The Everlasting Earth Read online




  The Everlasting Earth.

  Copyright © 2022 by L. A. Cummings.

  All rights reserved.

  No portion of this protected work may be copied, stored, shared, sold, or otherwise distributed, except under fair use practices, without the consent of the author and / or publisher.

  This is a work of fiction. All names, characters, places, objects and events are either products of the author’s imagination, or are used fictitiously. Any resemblance to actual persons, living or dead, places, objects or events is entirely coincidental.

  Book cover design by ebooklaunch.com.

  ebook ISBN: 979-8-9856153-0-2

  THE

  EVERLASTING

  EARTH

  a novel

  L. A. CUMMINGS

  CHAPTER 1

  THE OCEAN

  The storm that surrounded Lwo was constant, as it had been when the land was first named. Some three hundred years prior, after uncontrolled water and fire and shaking had all but eradicated the old civilizations, the Lords, pulling from the remnants of destruction, had managed to gather thousands together.
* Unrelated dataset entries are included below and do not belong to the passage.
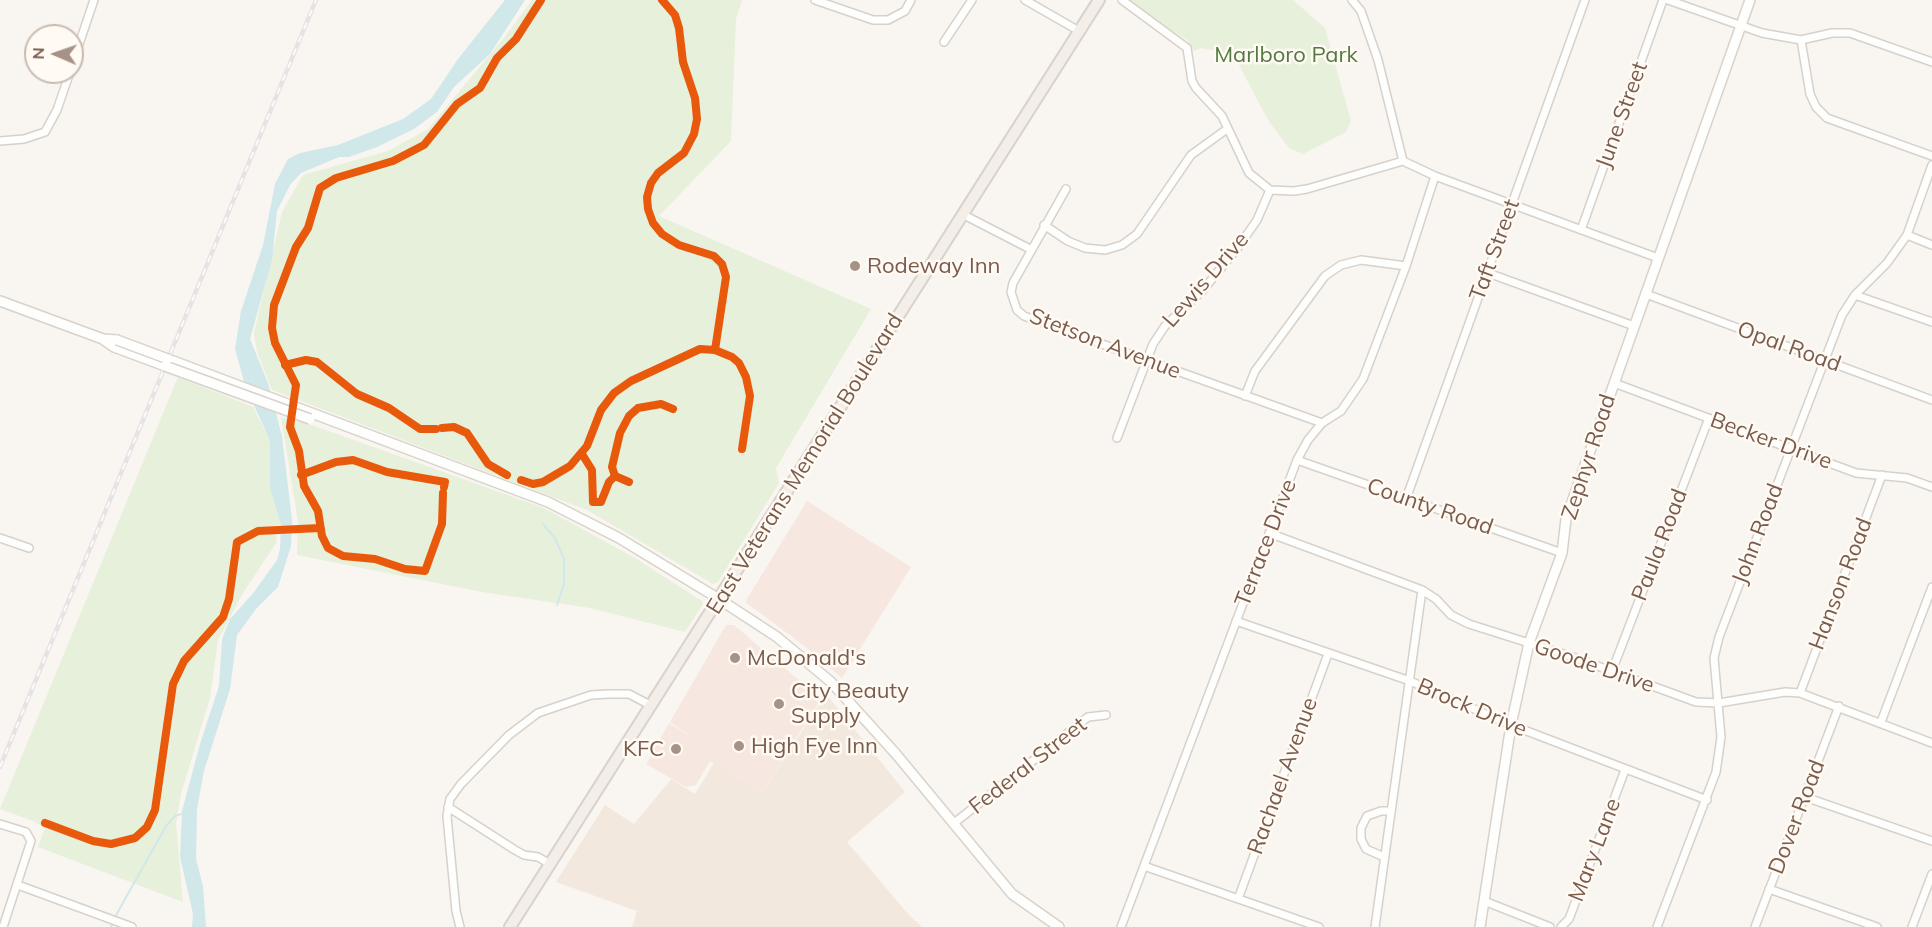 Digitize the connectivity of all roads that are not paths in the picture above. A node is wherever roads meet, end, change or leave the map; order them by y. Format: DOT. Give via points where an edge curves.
graph roads {
  1 [pos="94,0"];
  2 [pos="816,0"];
  3 [pos="911,0"];
  4 [pos="972,0"];
  5 [pos="1025,0"];
  6 [pos="1099,0"];
  7 [pos="1122,0"];
  8 [pos="1353,0"];
  9 [pos="1585,0"];
  10 [pos="1663,0"];
  11 [pos="1668,0"];
  12 [pos="1750,0"];
  13 [pos="829,2"];
  14 [pos="1740,27"];
  15 [pos="84,30"];
  16 [pos="1079,31"];
  17 [pos="1801,40"];
  18 [pos="944,42"];
  19 [pos="1932,62"];
  20 [pos="66,84"];
  21 [pos="1227,129"];
  22 [pos="0,141"];
  23 [pos="1932,156"];
  24 [pos="1403,161"];
  25 [pos="1932,165"];
  26 [pos="1436,176"];
  27 [pos="1066,189"];
  28 [pos="1270,190"];
  29 [pos="1512,204"];
  30 [pos="963,215"];
  31 [pos="1044,225"];
  32 [pos="1581,230"];
  33 [pos="1906,236"];
  34 [pos="1932,245"];
  35 [pos="1030,249"];
  36 [pos="1658,258"];
  37 [pos="1406,266"];
  38 [pos="1488,273"];
  39 [pos="1646,294"];
  40 [pos="1855,295"];
  41 [pos="0,301"];
  42 [pos="1932,322"];
  43 [pos="1634,326"];
  44 [pos="1824,360"];
  45 [pos="1145,361"];
  46 [pos="1614,382"];
  47 [pos="1245,396"];
  48 [pos="1932,400"];
  49 [pos="1708,418"];
  50 [pos="1322,423"];
  51 [pos="1117,438"];
  52 [pos="1790,449"];
  53 [pos="1297,460"];
  54 [pos="1882,475"];
  55 [pos="1932,487"];
  56 [pos="1406,499"];
  57 [pos="1269,533"];
  58 [pos="0,538"];
  59 [pos="29,548"];
  60 [pos="1562,553"];
  61 [pos="1932,587"];
  62 [pos="1422,590"];
  63 [pos="719,599"];
  64 [pos="1236,621"];
  65 [pos="1529,643"];
  66 [pos="1328,654"];
  67 [pos="1612,671"];
  68 [pos="1410,681"];
  69 [pos="1800,693"];
  70 [pos="1719,703"];
  71 [pos="652,706"];
  72 [pos="1839,706"];
  73 [pos="1106,715"];
  74 [pos="1881,722"];
  75 [pos="1511,725"];
  76 [pos="1932,742"];
  77 [pos="1625,770"];
  78 [pos="1805,797"];
  79 [pos="1707,800"];
  80 [pos="448,807"];
  81 [pos="1391,811"];
  82 [pos="0,824"];
  83 [pos="953,824"];
  84 [pos="1932,841"];
  85 [pos="1384,857"];
  86 [pos="550,864"];
  87 [pos="1144,866"];
  88 [pos="1932,874"];
  89 [pos="18,885"];
  90 [pos="1769,889"];
  91 [pos="1238,899"];
  92 [pos="1484,901"];
  93 [pos="128,926"];
  94 [pos="3,927"];
  95 [pos="460,927"];
  96 [pos="510,927"];
  97 [pos="1059,927"];
  98 [pos="1121,927"];
  99 [pos="1319,927"];
  100 [pos="1375,927"];
  101 [pos="1480,927"];
  102 [pos="1550,927"];
  103 [pos="1561,927"];
  104 [pos="1657,927"];
  105 [pos="1755,927"];
  106 [pos="1877,927"];
  107 [pos="1912,927"];
  1 -- 15 [label="street"];
  2 -- 13 [label="street"];
  3 -- 13 [label="street" via="905,11 888,20 873,20"];
  4 -- 18 [label="street"];
  5 -- 16 [label="street"];
  6 -- 16 [label="main road, East Veterans Memorial Boulevard"];
  7 -- 21 [label="street" via="1187,48 1192,81 1222,116"];
  8 -- 24 [label="street" via="1378,60"];
  9 -- 29 [label="street, Taft Street"];
  10 -- 32 [label="street, June Street"];
  11 -- 14 [label="street"];
  12 -- 14 [label="main road, Zephyr Road"];
  14 -- 17 [label="street"];
  14 -- 36 [label="main road, Zephyr Road"];
  16 -- 30 [label="main road, East Veterans Memorial Boulevard"];
  17 -- 19 [label="street" via="1850,33"];
  17 -- 23 [label="street" via="1810,94 1827,118"];
  20 -- 22 [label="street" via="45,132"];
  21 -- 28 [label="street" via="1249,173"];
  21 -- 31 [label="street" via="1191,155 1137,234 1122,245 1105,250 1085,248"];
  24 -- 26 [label="street"];
  24 -- 28 [label="street" via="1307,189"];
  25 -- 33 [label="street, John Road"];
  26 -- 29 [label="street"];
  26 -- 37 [label="street, Terrace Drive"];
  27 -- 31 [label="street, Stetson Avenue"];
  28 -- 45 [label="street, Lewis Drive" via="1257,220 1239,246 1203,290 1165,326"];
  29 -- 32 [label="street"];
  29 -- 38 [label="street, Taft Street"];
  30 -- 35 [label="street"];
  30 -- 63 [label="main road, East Veterans Memorial Boulevard"];
  31 -- 35 [label="street, Stetson Avenue"];
  32 -- 36 [label="street"];
  33 -- 34 [label="street"];
  33 -- 40 [label="street, John Road" via="1887,263"];
  35 -- 45 [label="street, Stetson Avenue" via="1011,292 1017,310"];
  36 -- 39 [label="main road, Zephyr Road"];
  37 -- 47 [label="street" via="1361,260 1341,265 1324,276 1255,371"];
  37 -- 50 [label="street, Terrace Drive" via="1363,379 1341,411"];
  38 -- 43 [label="street"];
  38 -- 56 [label="street, Taft Street"];
  39 -- 43 [label="main road, Zephyr Road"];
  39 -- 44 [label="street, Opal Road"];
  40 -- 42 [label="street"];
  40 -- 44 [label="street, John Road" via="1842,315"];
  41 -- 63 [label="main road, bridge" via="548,502 619,538"];
  43 -- 46 [label="main road, Zephyr Road"];
  44 -- 48 [label="street, Opal Road"];
  44 -- 52 [label="street, John Road"];
  45 -- 47 [label="street, Stetson Avenue"];
  45 -- 51 [label="street, Lewis Drive"];
  46 -- 49 [label="street, Becker Drive"];
  46 -- 60 [label="main road, Zephyr Road" via="1566,519"];
  47 -- 50 [label="street, Stetson Avenue"];
  49 -- 52 [label="street, Becker Drive"];
  49 -- 67 [label="street, Paula Road"];
  50 -- 53 [label="street, Terrace Drive"];
  52 -- 54 [label="street, Becker Drive" via="1856,473"];
  52 -- 70 [label="street, John Road" via="1719,637 1714,658"];
  53 -- 56 [label="street, County Road"];
  53 -- 57 [label="street, Terrace Drive"];
  54 -- 55 [label="street, Becker Drive"];
  54 -- 69 [label="street, Hanson Road"];
  56 -- 60 [label="street, County Road"];
  57 -- 62 [label="street, Goode Drive"];
  57 -- 64 [label="street, Terrace Drive"];
  58 -- 59 [label="street"];
  60 -- 65 [label="main road, Zephyr Road"];
  61 -- 74 [label="street"];
  62 -- 65 [label="street, Goode Drive" via="1450,615"];
  62 -- 68 [label="street"];
  63 -- 71 [label="main road, East Veterans Memorial Boulevard"];
  63 -- 83 [label="main road" via="777,637 831,682"];
  64 -- 66 [label="street, Brock Drive"];
  64 -- 87 [label="street, Terrace Drive"];
  65 -- 67 [label="street, Goode Drive"];
  65 -- 75 [label="main road, Zephyr Road"];
  66 -- 68 [label="street, Brock Drive"];
  66 -- 91 [label="street, Rachael Avenue"];
  67 -- 70 [label="street, Goode Drive" via="1696,702"];
  68 -- 75 [label="street, Brock Drive"];
  68 -- 81 [label="street"];
  69 -- 70 [label="street, Goode Drive"];
  69 -- 72 [label="street, Goode Drive"];
  70 -- 79 [label="street, John Road" via="1721,737"];
  71 -- 80 [label="street" via="629,694 609,694 580,698 538,713 509,735 461,784"];
  71 -- 86 [label="main road, East Veterans Memorial Boulevard"];
  72 -- 74 [label="street, Goode Drive"];
  72 -- 78 [label="street, Dover Road"];
  73 -- 83 [label="street, Federal Street" via="1088,717"];
  74 -- 76 [label="street, Goode Drive"];
  75 -- 77 [label="street, Brock Drive"];
  75 -- 92 [label="main road, Zephyr Road"];
  77 -- 79 [label="street, Brock Drive"];
  77 -- 103 [label="street, Mary Lane" via="1569,919"];
  78 -- 84 [label="street"];
  78 -- 90 [label="street, Dover Road"];
  79 -- 104 [label="street, John Road"];
  80 -- 86 [label="street" via="524,855"];
  80 -- 95 [label="street"];
  81 -- 85 [label="street"];
  81 -- 85 [label="street" via="1367,816 1361,828 1366,849"];
  82 -- 89 [label="street" via="26,832 31,838"];
  83 -- 97 [label="main road" via="1012,894"];
  85 -- 100 [label="street"];
  86 -- 96 [label="main road, East Veterans Memorial Boulevard"];
  87 -- 91 [label="street"];
  87 -- 98 [label="street, Terrace Drive"];
  88 -- 107 [label="street"];
  89 -- 93 [label="street"];
  89 -- 94 [label="street"];
  90 -- 105 [label="street, Dover Road"];
  90 -- 106 [label="street"];
  91 -- 99 [label="street"];
  92 -- 101 [label="main road, Zephyr Road"];
  92 -- 102 [label="street"];
}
Those that had migrated to the northern tundra - where valleys, and mounts, and glaciers, and great rocks had somehow shifted to form the beginnings of a new landscape - found hope, but little else. The first Lwoans had spent a century building and cultivating, gathering all of the resources they could find from an ocean overrun with discard to acclimate to the new environment, to its creatures, its plantlife, and its crisp, wild air. And for another hundred years Lwoans progressed, and grew, albeit modestly, in number. But the force of the storm also grew.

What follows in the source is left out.